Opposition to immigration remains strong in Switzerland
It is a sensitive time for migration policy in Switzerland, and in Europe more widely. But the country is no stranger to divisive debates around foreigners.
Three years ago, voters approved an initiative to limit numbers of EU citizens coming to work in Switzerland, incurring the anger of its partners in Brussels. Under agreements with the EU, workers have been free to cross the border since 2002, a decision which some see as driving a big population increase in recent years – from 7.2 million to 8.4 million since the turn of the century.

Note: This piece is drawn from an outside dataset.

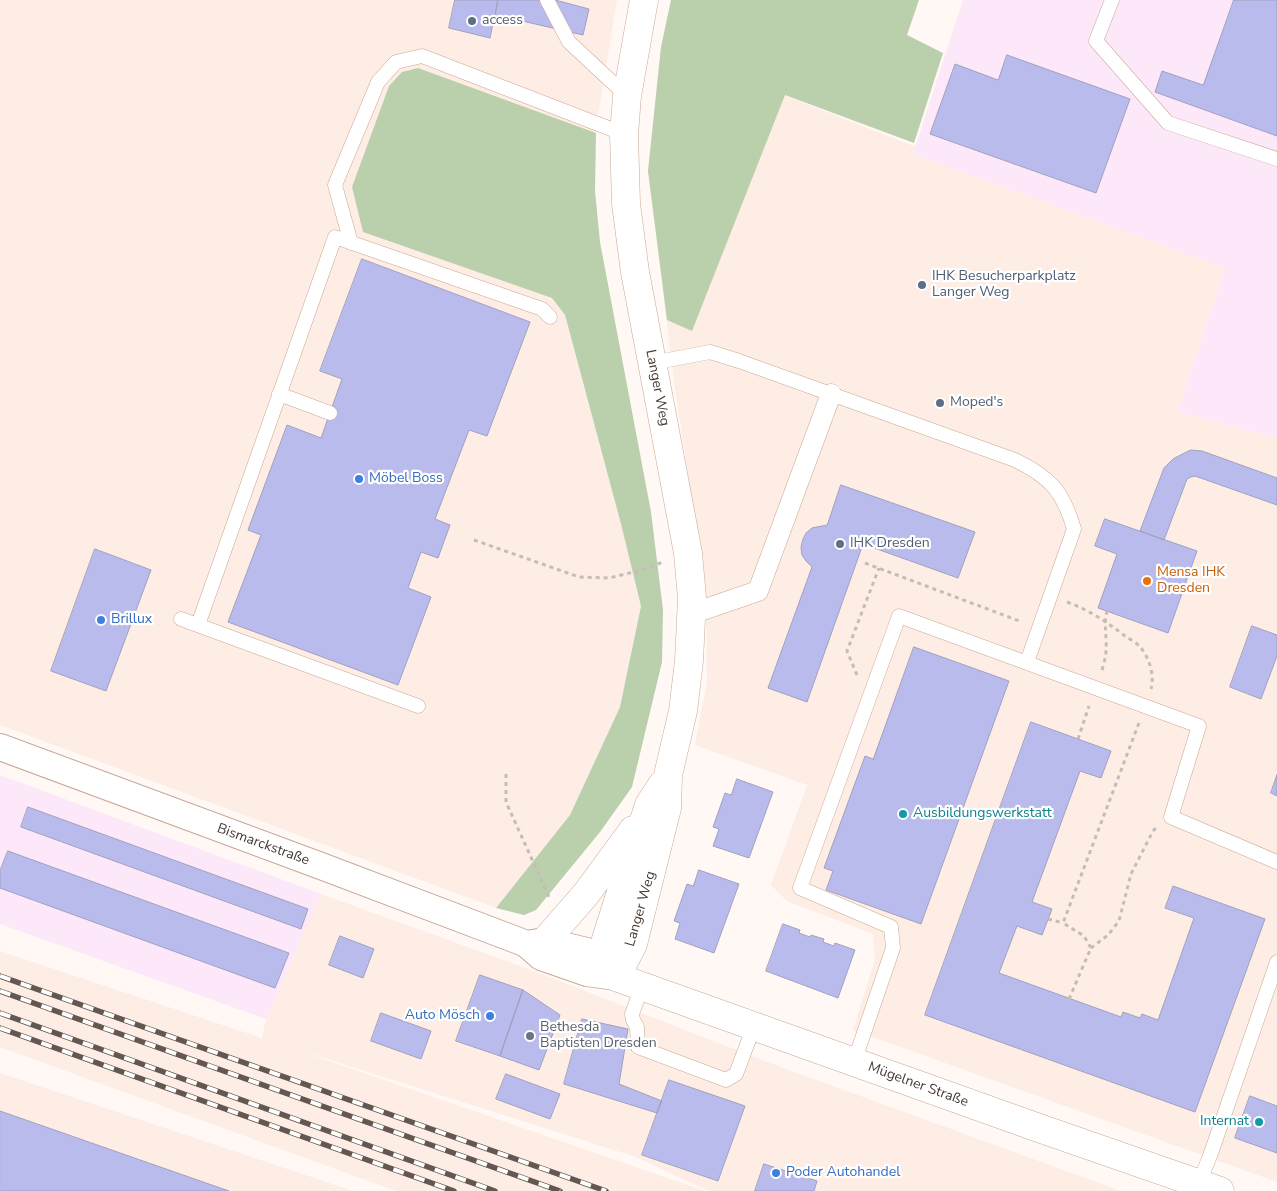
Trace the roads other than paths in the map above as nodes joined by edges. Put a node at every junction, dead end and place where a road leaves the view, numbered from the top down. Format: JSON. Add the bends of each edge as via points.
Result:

And though the government didn’t implement the constitutional referendum to the letter – fearing further legal and economic quagmires with Europe – a system of preferential employment for Swiss citizens has been introduced. And another initiative to curb immigration once the unemployment rate rises above 3.2% has been presented to the government; its advocates are currently seeking the 100,000 signatures.
“I am convinced that the costs provoked by mass immigration are much higher than the economic benefits immigrants bring to Switzerland,” said People’s Party parliamentary president Adrian Amstutz at the party’s national conference recently. Citing the increased health costs, rents, traffic congestion and social spending that have resulted from an influx of foreign workers, he says it is clear that “Switzerland needs to put limits on immigration.”
He clearly enjoys wide support on this. His party is the biggest in the country, receiving almost 30% of votes in 2015 elections; 50.3% of the overall population voted for the 2014 initiative. And should the next proposed anti-immigration initiative (which is not explicitly a People’s Party project) get off the ground, the prospect of ending the 15-year practice of free movement between Switzerland and Europe could be back on the table once again.
Figures released by SECO in June this year show that net inward levels of migration (especially from surrounding European states whose economies are beginning to recover) fell to 35,000 in 2016, the lowest in ten years, most likely driven by a recovery in many European economies. Though this was contested by some parts of the conservative right, who maintain that immigration levels are still much higher than before the introduction of free movement.
Such debates have a long history in Switzerland: especially following periods of fast social change and immigration, initiatives to limit foreigners to a certain percentage of the population have found their way onto the ballot box.